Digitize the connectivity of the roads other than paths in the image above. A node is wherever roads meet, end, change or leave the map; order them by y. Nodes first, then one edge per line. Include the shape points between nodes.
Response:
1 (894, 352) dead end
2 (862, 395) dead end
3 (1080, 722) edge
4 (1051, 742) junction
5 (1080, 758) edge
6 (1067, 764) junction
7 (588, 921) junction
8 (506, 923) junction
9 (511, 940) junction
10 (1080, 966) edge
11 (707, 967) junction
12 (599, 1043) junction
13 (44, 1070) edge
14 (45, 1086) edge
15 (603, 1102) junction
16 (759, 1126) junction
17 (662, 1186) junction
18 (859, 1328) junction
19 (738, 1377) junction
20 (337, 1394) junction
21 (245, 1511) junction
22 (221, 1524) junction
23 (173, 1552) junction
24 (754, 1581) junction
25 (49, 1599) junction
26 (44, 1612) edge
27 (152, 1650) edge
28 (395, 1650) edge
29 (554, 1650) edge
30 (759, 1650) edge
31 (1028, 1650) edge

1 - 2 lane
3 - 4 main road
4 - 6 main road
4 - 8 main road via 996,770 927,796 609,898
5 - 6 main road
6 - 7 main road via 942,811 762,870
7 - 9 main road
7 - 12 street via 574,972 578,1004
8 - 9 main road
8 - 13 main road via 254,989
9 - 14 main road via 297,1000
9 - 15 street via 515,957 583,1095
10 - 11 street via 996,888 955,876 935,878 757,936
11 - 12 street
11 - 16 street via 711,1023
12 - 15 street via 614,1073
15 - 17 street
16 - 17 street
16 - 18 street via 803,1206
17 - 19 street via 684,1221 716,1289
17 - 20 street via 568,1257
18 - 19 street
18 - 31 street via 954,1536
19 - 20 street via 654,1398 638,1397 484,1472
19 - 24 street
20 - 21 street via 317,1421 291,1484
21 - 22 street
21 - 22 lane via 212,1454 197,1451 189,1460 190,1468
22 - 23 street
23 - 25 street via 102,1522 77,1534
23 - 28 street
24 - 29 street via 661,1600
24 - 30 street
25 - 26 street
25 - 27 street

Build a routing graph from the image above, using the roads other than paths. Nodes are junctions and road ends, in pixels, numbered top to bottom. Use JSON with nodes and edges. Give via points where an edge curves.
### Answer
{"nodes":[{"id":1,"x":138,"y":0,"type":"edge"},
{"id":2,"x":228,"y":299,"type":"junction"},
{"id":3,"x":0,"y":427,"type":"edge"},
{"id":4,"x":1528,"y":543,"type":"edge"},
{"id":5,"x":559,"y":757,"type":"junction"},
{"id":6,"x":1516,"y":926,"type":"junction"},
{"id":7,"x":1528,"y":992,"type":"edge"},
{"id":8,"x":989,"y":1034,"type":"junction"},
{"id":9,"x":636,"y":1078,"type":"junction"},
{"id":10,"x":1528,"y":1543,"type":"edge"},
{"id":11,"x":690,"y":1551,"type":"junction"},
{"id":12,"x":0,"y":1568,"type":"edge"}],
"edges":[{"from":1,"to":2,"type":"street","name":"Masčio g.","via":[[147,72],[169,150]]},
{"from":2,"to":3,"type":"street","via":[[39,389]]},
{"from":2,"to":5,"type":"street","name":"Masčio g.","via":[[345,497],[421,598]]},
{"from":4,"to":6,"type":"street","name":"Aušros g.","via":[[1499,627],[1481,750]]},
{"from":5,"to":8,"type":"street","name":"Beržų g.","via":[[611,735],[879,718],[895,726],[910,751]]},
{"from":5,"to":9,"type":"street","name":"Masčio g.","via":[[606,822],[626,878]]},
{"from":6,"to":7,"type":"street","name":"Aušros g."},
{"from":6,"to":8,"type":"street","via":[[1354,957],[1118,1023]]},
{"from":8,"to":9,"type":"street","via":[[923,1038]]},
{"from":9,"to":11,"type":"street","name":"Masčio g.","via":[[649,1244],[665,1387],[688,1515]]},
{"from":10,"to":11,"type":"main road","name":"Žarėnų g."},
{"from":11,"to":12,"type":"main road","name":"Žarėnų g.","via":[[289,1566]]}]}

======

## Exercise description
Give back every line of the data exactly as it was written.

## Reply to the exercise
Digitize the connectivity of the roads other than paths in the image above. A node is wherever roads meet, end, change or leave the map; order them by y. Nodes first, then one edge per line. Include the shape points between nodes.
Response:
1 (894, 352) dead end
2 (862, 395) dead end
3 (1080, 722) edge
4 (1051, 742) junction
5 (1080, 758) edge
6 (1067, 764) junction
7 (588, 921) junction
8 (506, 923) junction
9 (511, 940) junction
10 (1080, 966) edge
11 (707, 967) junction
12 (599, 1043) junction
13 (44, 1070) edge
14 (45, 1086) edge
15 (603, 1102) junction
16 (759, 1126) junction
17 (662, 1186) junction
18 (859, 1328) junction
19 (738, 1377) junction
20 (337, 1394) junction
21 (245, 1511) junction
22 (221, 1524) junction
23 (173, 1552) junction
24 (754, 1581) junction
25 (49, 1599) junction
26 (44, 1612) edge
27 (152, 1650) edge
28 (395, 1650) edge
29 (554, 1650) edge
30 (759, 1650) edge
31 (1028, 1650) edge

1 - 2 lane
3 - 4 main road
4 - 6 main road
4 - 8 main road via 996,770 927,796 609,898
5 - 6 main road
6 - 7 main road via 942,811 762,870
7 - 9 main road
7 - 12 street via 574,972 578,1004
8 - 9 main road
8 - 13 main road via 254,989
9 - 14 main road via 297,1000
9 - 15 street via 515,957 583,1095
10 - 11 street via 996,888 955,876 935,878 757,936
11 - 12 street
11 - 16 street via 711,1023
12 - 15 street via 614,1073
15 - 17 street
16 - 17 street
16 - 18 street via 803,1206
17 - 19 street via 684,1221 716,1289
17 - 20 street via 568,1257
18 - 19 street
18 - 31 street via 954,1536
19 - 20 street via 654,1398 638,1397 484,1472
19 - 24 street
20 - 21 street via 317,1421 291,1484
21 - 22 street
21 - 22 lane via 212,1454 197,1451 189,1460 190,1468
22 - 23 street
23 - 25 street via 102,1522 77,1534
23 - 28 street
24 - 29 street via 661,1600
24 - 30 street
25 - 26 street
25 - 27 street

Build a routing graph from the image above, using the roads other than paths. Nodes are junctions and road ends, in pixels, numbered top to bottom. Use JSON with nodes and edges. Give via points where an edge curves.
### Answer
{"nodes":[{"id":1,"x":138,"y":0,"type":"edge"},
{"id":2,"x":228,"y":299,"type":"junction"},
{"id":3,"x":0,"y":427,"type":"edge"},
{"id":4,"x":1528,"y":543,"type":"edge"},
{"id":5,"x":559,"y":757,"type":"junction"},
{"id":6,"x":1516,"y":926,"type":"junction"},
{"id":7,"x":1528,"y":992,"type":"edge"},
{"id":8,"x":989,"y":1034,"type":"junction"},
{"id":9,"x":636,"y":1078,"type":"junction"},
{"id":10,"x":1528,"y":1543,"type":"edge"},
{"id":11,"x":690,"y":1551,"type":"junction"},
{"id":12,"x":0,"y":1568,"type":"edge"}],
"edges":[{"from":1,"to":2,"type":"street","name":"Masčio g.","via":[[147,72],[169,150]]},
{"from":2,"to":3,"type":"street","via":[[39,389]]},
{"from":2,"to":5,"type":"street","name":"Masčio g.","via":[[345,497],[421,598]]},
{"from":4,"to":6,"type":"street","name":"Aušros g.","via":[[1499,627],[1481,750]]},
{"from":5,"to":8,"type":"street","name":"Beržų g.","via":[[611,735],[879,718],[895,726],[910,751]]},
{"from":5,"to":9,"type":"street","name":"Masčio g.","via":[[606,822],[626,878]]},
{"from":6,"to":7,"type":"street","name":"Aušros g."},
{"from":6,"to":8,"type":"street","via":[[1354,957],[1118,1023]]},
{"from":8,"to":9,"type":"street","via":[[923,1038]]},
{"from":9,"to":11,"type":"street","name":"Masčio g.","via":[[649,1244],[665,1387],[688,1515]]},
{"from":10,"to":11,"type":"main road","name":"Žarėnų g."},
{"from":11,"to":12,"type":"main road","name":"Žarėnų g.","via":[[289,1566]]}]}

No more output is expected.